INSTRUCTIONS FOR THE TASK: Collect the lines of the entries where "شارع" shows up.

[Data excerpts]
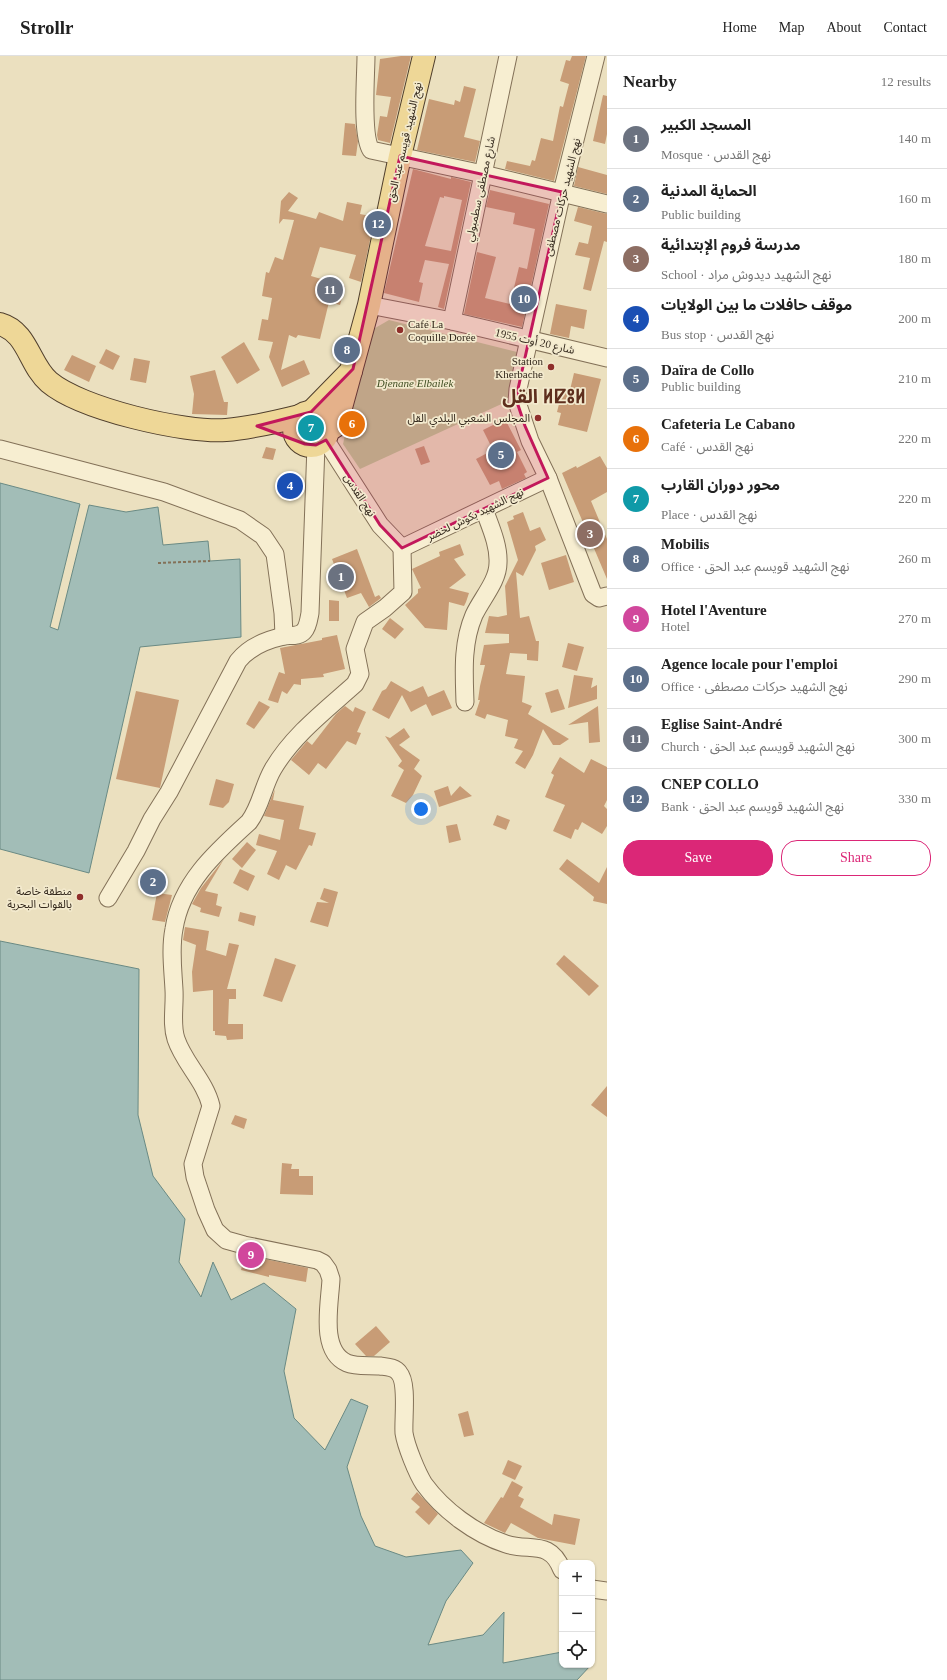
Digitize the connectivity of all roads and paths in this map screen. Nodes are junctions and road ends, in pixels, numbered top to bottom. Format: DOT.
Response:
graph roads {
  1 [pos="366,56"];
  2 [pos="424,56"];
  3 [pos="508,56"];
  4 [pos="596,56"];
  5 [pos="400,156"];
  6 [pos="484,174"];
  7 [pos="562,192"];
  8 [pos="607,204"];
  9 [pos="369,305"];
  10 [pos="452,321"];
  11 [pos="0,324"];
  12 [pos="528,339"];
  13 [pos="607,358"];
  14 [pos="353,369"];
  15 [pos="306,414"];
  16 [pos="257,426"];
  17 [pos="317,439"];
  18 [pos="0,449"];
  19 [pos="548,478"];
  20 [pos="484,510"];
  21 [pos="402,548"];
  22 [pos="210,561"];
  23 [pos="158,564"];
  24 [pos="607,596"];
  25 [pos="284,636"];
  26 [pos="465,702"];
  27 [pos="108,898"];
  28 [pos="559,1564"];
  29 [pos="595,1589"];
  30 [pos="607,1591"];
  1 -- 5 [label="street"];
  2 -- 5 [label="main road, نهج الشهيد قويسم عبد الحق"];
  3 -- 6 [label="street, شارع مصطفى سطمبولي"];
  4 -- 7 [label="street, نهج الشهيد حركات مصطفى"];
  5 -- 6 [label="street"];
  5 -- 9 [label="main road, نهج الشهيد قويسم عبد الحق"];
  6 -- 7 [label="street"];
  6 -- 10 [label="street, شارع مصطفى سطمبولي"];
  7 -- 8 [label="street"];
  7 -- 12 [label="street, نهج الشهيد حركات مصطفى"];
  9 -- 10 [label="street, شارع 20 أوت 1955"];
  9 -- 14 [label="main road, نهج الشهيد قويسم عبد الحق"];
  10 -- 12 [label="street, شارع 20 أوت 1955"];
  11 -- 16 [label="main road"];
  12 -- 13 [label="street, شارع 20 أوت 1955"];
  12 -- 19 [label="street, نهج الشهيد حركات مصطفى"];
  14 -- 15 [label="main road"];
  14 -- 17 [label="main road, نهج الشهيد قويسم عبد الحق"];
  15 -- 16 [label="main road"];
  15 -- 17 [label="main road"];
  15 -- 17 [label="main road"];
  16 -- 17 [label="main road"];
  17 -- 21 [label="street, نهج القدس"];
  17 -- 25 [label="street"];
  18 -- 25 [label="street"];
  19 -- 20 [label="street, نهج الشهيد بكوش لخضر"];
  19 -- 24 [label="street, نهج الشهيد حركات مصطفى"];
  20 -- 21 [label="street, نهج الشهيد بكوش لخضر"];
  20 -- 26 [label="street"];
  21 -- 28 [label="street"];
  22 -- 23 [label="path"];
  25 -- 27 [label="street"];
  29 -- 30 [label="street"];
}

YOUR SOLUTION:
  3 -- 6 [label="street, شارع مصطفى سطمبولي"];
  6 -- 10 [label="street, شارع مصطفى سطمبولي"];
  9 -- 10 [label="street, شارع 20 أوت 1955"];
  10 -- 12 [label="street, شارع 20 أوت 1955"];
  12 -- 13 [label="street, شارع 20 أوت 1955"];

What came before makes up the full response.